The two studios, both barely ten years old, have officially cemented themselves as Oscars power players, winning 15 of the 24 Academy Awards categories.
While it was becoming all too predictable towards the end of awards season that “Everything Everywhere All at Once” would take home the Best Picture Oscar, the win points to a surprising trend among 2023 Academy Awards winners. Netflix, two studios barely ten years old, completely dominated the Oscars, winning 15 of the 24 categories. Looks like awards season has ushered in a new watch.

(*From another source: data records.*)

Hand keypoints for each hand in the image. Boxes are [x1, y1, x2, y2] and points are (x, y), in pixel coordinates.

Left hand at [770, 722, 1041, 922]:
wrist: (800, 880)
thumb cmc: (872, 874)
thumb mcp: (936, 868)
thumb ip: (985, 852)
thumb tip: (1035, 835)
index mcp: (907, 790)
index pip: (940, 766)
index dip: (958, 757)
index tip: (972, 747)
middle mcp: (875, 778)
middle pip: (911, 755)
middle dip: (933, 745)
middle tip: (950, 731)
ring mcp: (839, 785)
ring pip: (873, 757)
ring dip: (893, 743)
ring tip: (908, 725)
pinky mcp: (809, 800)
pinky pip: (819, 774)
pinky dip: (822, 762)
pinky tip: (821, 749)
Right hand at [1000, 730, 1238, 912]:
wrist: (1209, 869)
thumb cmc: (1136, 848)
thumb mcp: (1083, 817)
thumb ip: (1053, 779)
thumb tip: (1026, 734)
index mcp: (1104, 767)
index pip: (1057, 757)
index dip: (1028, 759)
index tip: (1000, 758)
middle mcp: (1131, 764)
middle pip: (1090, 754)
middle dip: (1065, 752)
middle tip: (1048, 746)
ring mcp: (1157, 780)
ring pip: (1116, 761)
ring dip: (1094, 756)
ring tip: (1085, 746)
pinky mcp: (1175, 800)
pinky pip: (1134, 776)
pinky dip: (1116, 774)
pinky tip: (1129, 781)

Their performance this year in particular comes as a surprise, as the overall narrative around 2022 as a year in theaters celebrates the films that brought people back to cinemas after the COVID-19 pandemic eased. While that was mainly driven by major studio nominees like “Avatar: The Way of Water” (Disney) and “Top Gun: Maverick” (Paramount), one can see A24’s “Everything Everywhere All At Once” as the lucky medium that deserved over $100 million at the box office, but still had the independent, arthouse chops of some regularly nominated production companies like Searchlight Pictures (“The Banshees of Inisherin”) and Universal Pictures (“The Fabelmans”), both of which just happen to go to went home empty handed this year.

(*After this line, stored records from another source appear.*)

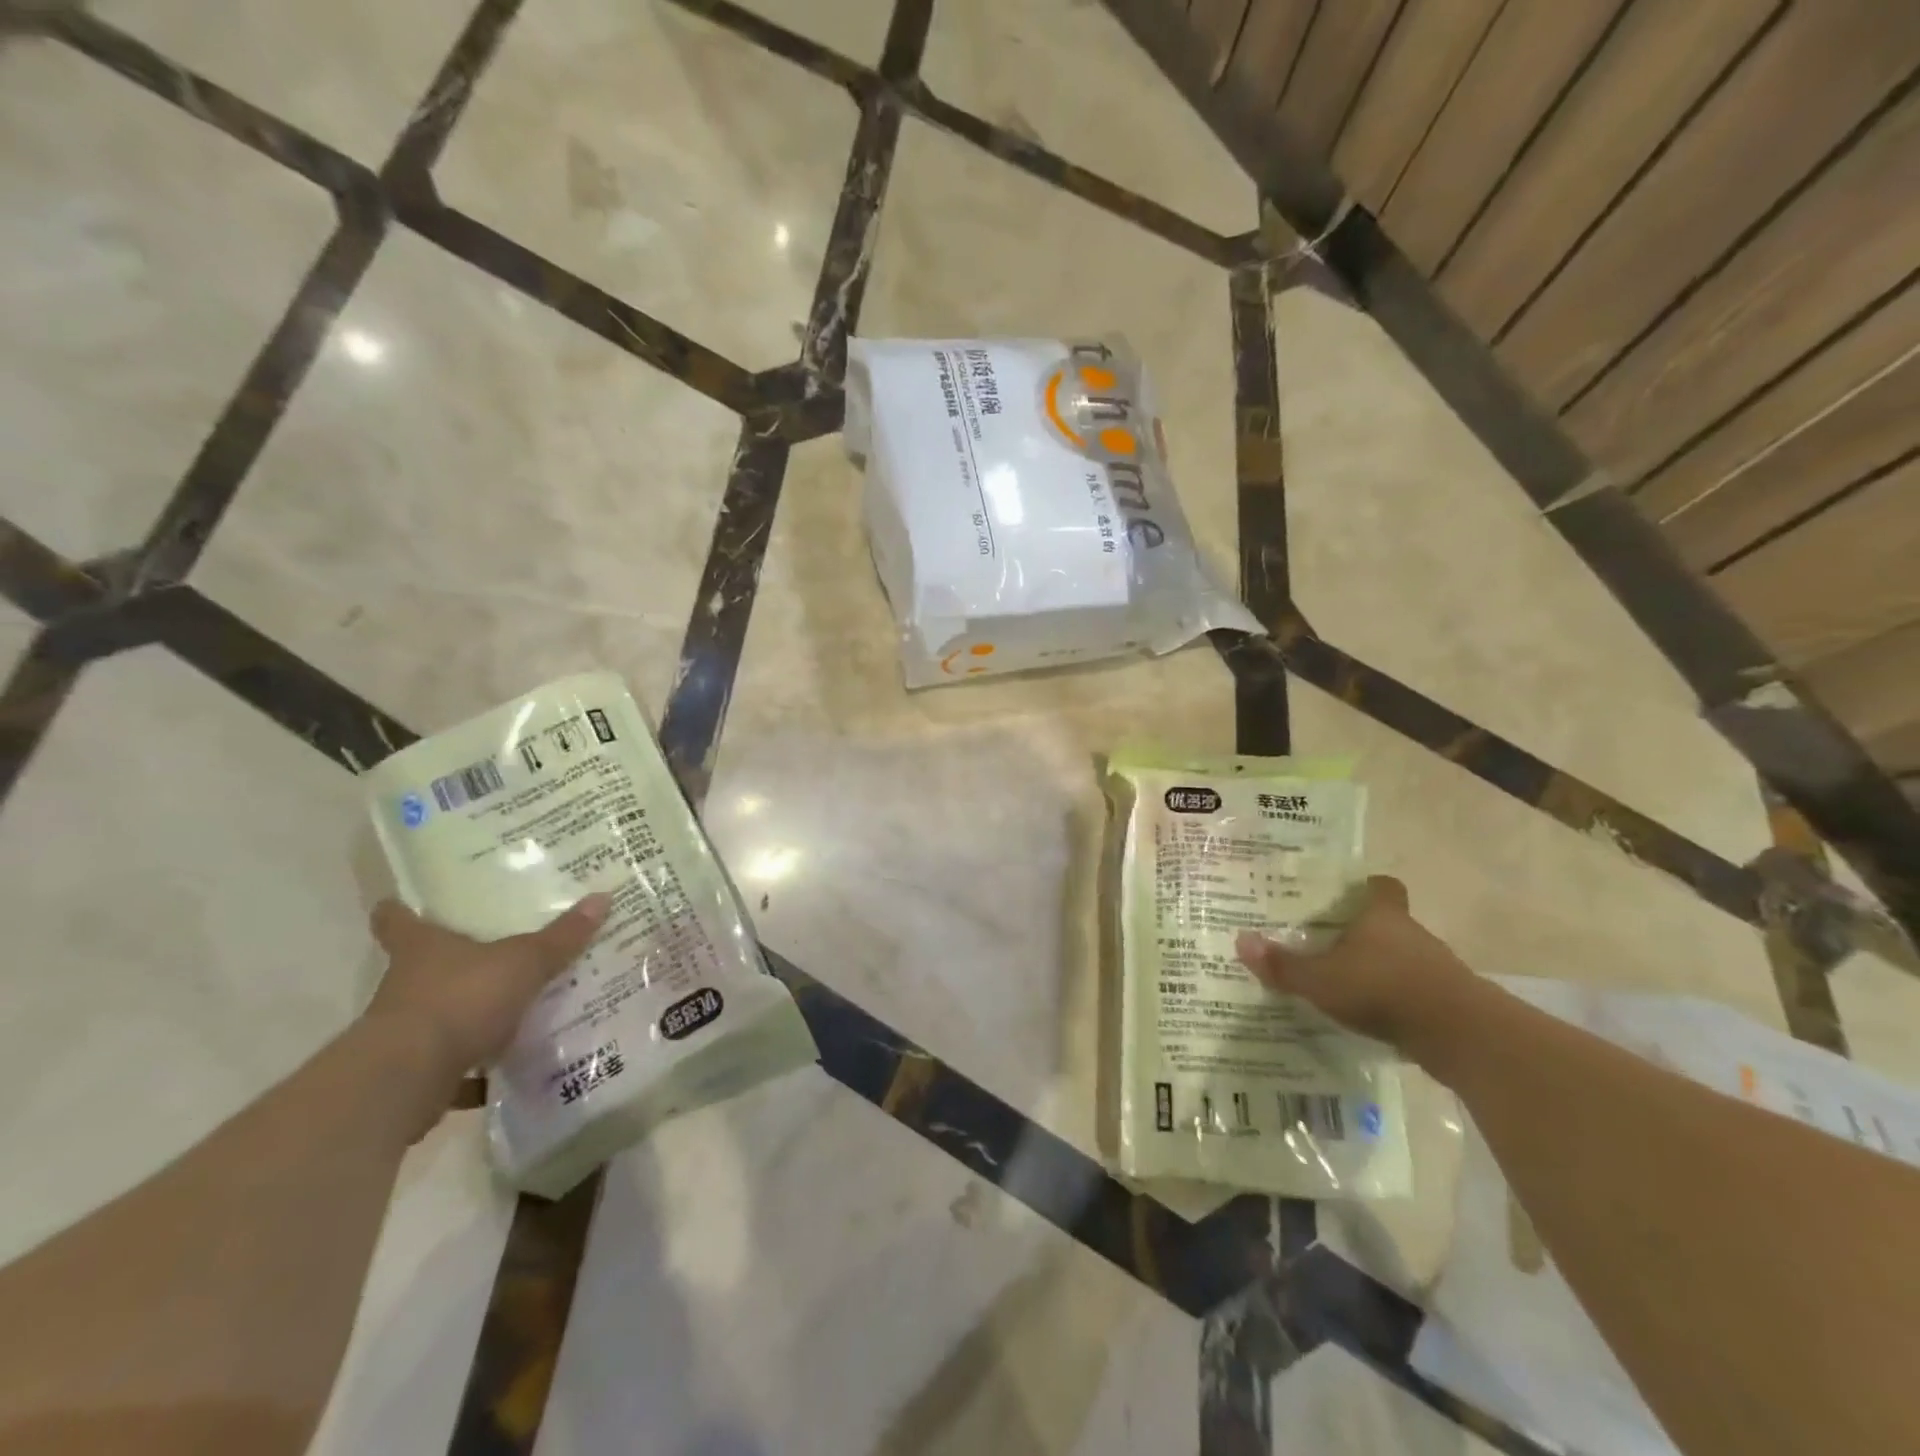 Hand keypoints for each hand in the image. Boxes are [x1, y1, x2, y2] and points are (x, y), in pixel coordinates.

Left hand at [364, 894, 611, 1084]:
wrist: (406, 1080)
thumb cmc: (461, 1000)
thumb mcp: (523, 962)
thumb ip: (561, 937)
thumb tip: (603, 896)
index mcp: (423, 949)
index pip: (398, 921)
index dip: (398, 911)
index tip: (397, 902)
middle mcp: (407, 985)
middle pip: (425, 967)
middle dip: (454, 963)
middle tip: (494, 952)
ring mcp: (407, 1032)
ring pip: (441, 1015)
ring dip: (469, 1016)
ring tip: (514, 1012)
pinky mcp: (416, 1073)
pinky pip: (452, 1065)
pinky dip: (476, 1070)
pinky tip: (508, 1070)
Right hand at [1234, 876, 1476, 1054]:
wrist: (1460, 1036)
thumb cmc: (1383, 989)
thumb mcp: (1320, 980)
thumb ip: (1283, 965)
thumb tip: (1241, 940)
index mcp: (1381, 916)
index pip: (1381, 886)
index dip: (1365, 887)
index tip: (1345, 894)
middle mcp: (1411, 934)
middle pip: (1387, 922)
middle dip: (1361, 932)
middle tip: (1326, 942)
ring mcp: (1434, 967)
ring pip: (1401, 957)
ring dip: (1379, 967)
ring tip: (1344, 982)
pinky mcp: (1446, 1000)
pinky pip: (1414, 990)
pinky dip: (1395, 998)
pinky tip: (1371, 1014)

It’s probably no coincidence that the remaining major studios would struggle this year at the Oscars after 2022 was such a mess of M&A that saw many movie professionals lose their jobs. A24 and Netflix can better adapt to an increasingly digital world. While the former is now likely to appeal to those working above the line, with A24 becoming the first studio ever to win all four acting categories, alongside wins in Best Picture, Best Director and Best Original Screenplay, it’s now safe to also saying that Netflix has earned the respect of the craft community.
While the streaming service didn’t break its previous Oscar record (it won seven Academy Awards in 2021), “All Quiet on the Western Front” did beat out “Roma” for the Netflix movie with the most wins (four Oscars to three). Even with a tough six-straight break from multiple losses within the category, after making films starring masters like Martin Scorsese, David Fincher, and Jane Campion, a Best Picture win for Netflix feels inevitable. To come so close with a movie this year, the company didn’t originally push to show that the company really can be an Oscar powerhouse.
However, the Academy still places a high value on films that provide a theatrical experience, and A24 is fast becoming the only studio able to attract a large number of theatergoers to ‘prestige’ projects. Even without a Best Picture nomination, “The Whale” still had a strong showing at the box office upon its December release. Until the big media conglomerates that own perpetual Oscar-nominated distribution companies like Searchlight Pictures, Focus Features, and Sony Pictures Classics figure out how to reach the arthouse audience again, making better use of digital marketing as their newer competitors do, expect A24 and Netflix will top the Oscars leaderboard again next year.